Object-oriented programming allows programs to be modelled after real-world systems. This approach was originally developed to create simulations, and gained popularity with the rise of graphical user interfaces. It is also an efficient way to reuse code. The macOS operating system and its GUI framework, Cocoa, are written in an object-oriented programming language, Objective-C. RoboFont itself is written in PyObjC, a Python bridge to Objective-C.

Objects are also central to vanilla, FontParts, and most other libraries used by RoboFont and mentioned in this documentation.

Objects in Python

Even though Python is often referred to as an object-oriented language, it does not impose objects: it is perfectly valid to write Python code without using classes, object inheritance, or any other mechanism associated with object-oriented programming.

In Python, everything is an object: functions, classes, strings, exceptions… these are all standard types which are built into the interpreter. Like any object, they have a type, they can be passed as function arguments, and they may have methods and properties. For example, string objects have methods like .split() and .strip(), integers can be added, lists can be indexed, etc.
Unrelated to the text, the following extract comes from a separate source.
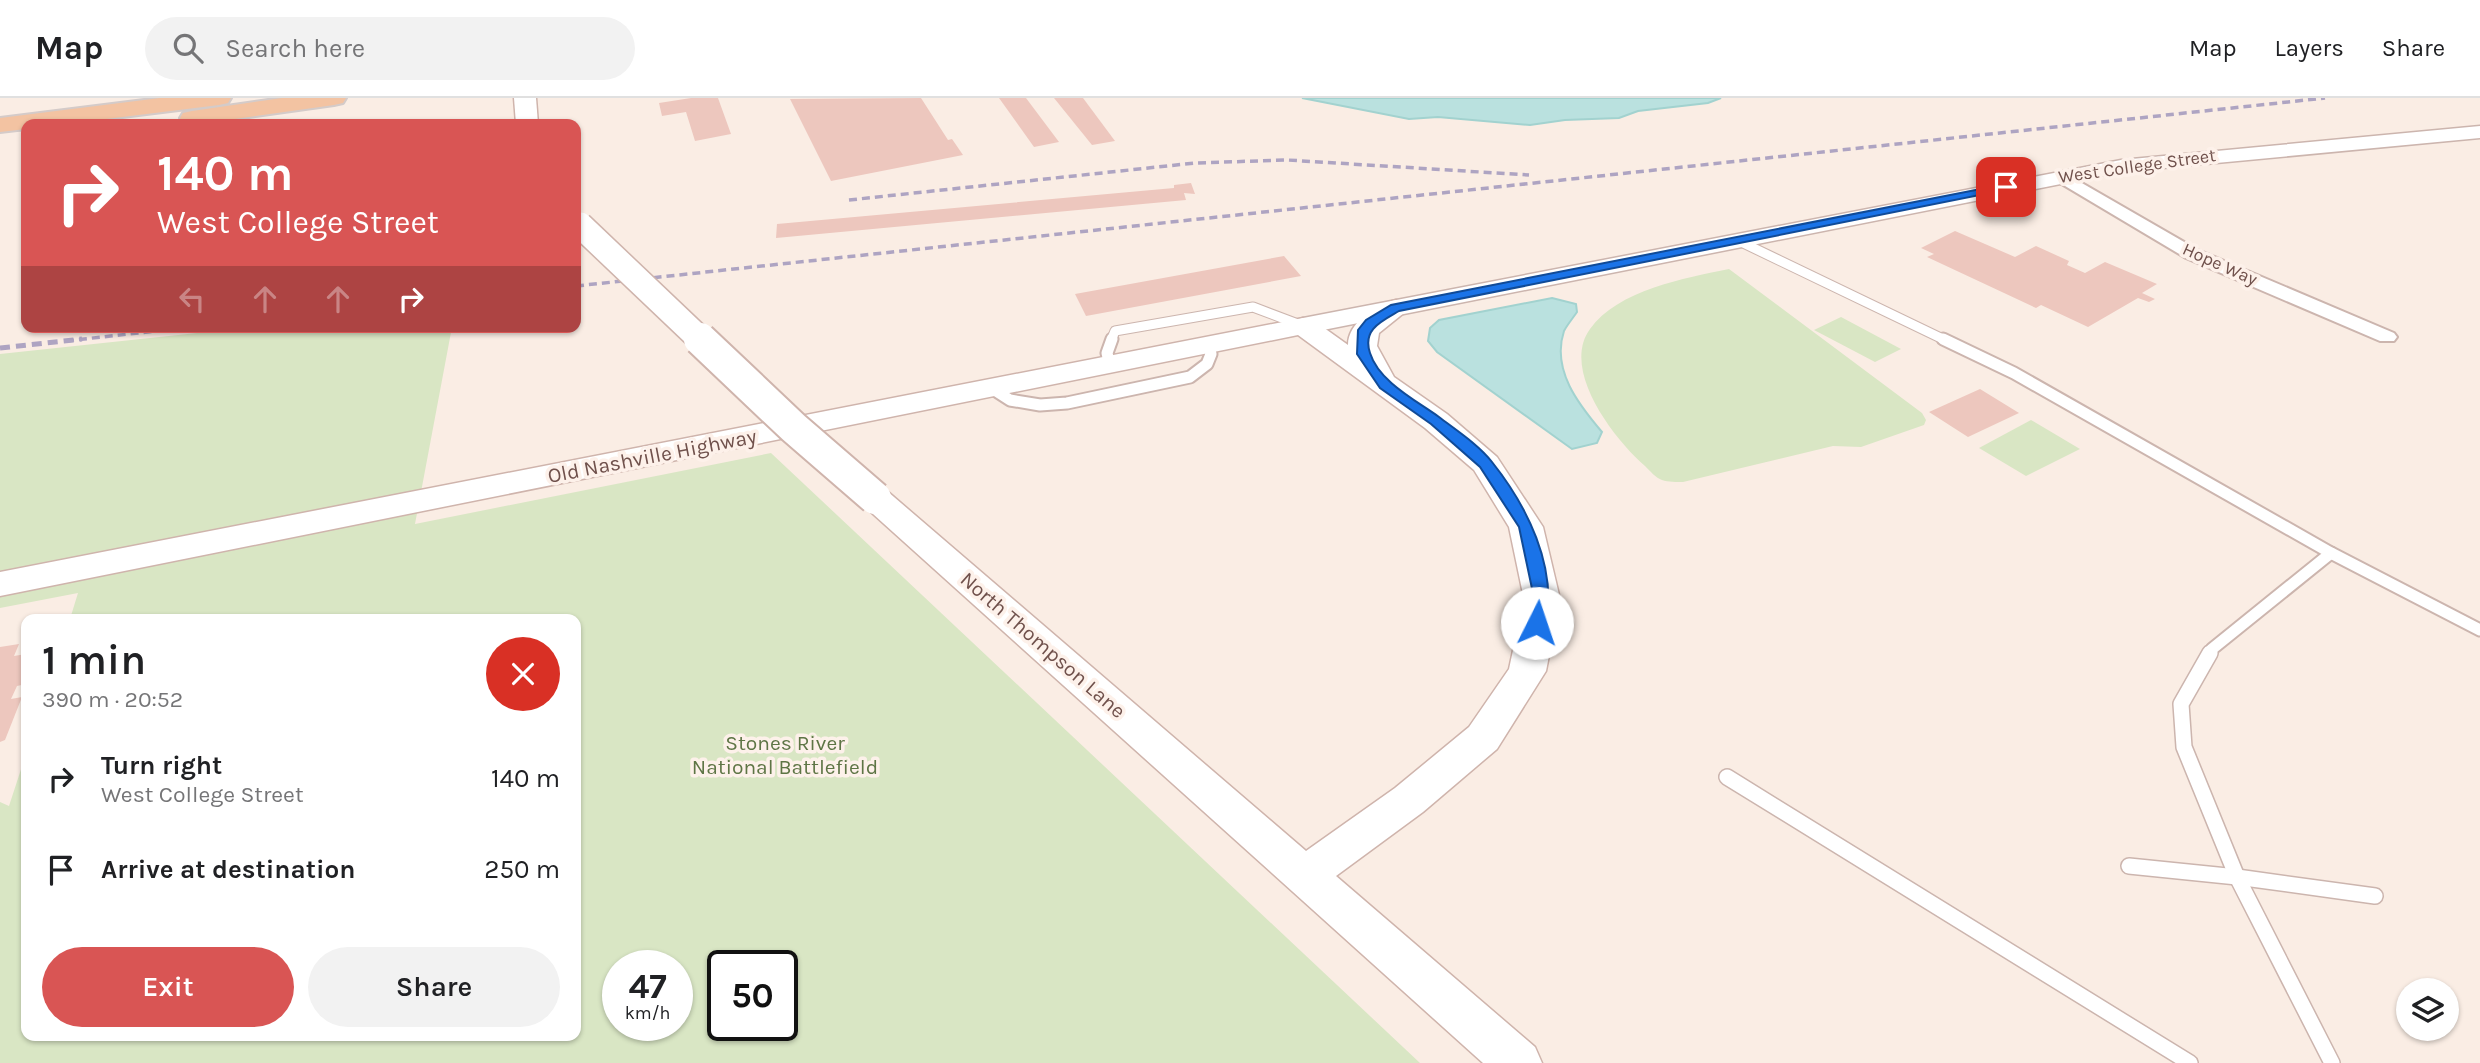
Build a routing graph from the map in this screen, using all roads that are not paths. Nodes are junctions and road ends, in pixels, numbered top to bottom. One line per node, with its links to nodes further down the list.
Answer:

In addition to providing several standard types, Python also allows us to create our own object types using classes. A class is an abstract definition of an object, like a blueprint. Individual objects are created by instantianting a class.

Classes and instances

As with functions, working with classes involves two steps:

  1. defining the class
  2. creating one or more instances (objects) from the class

Classes are created using the class definition. Instances are created by ‘calling’ the class, using the same parentheses notation as functions:

# 1. define class
class Dog:
    pass

# 2. create instances
D1 = Dog()
D2 = Dog()

Object attributes and methods

Objects can have attributes and methods, which can be accessed by reference using the dot operator notation: object.attribute. Object methods can be called using parentheses, like normal functions: object.method().

class Dog:

    # attribute
    legs = 4

    # method
    def walk(self):
        print('the dog is walking...')

D = Dog()

# get attribute value
print(f'the dog has {D.legs} legs.')

# call method
D.walk()
the dog has 4 legs.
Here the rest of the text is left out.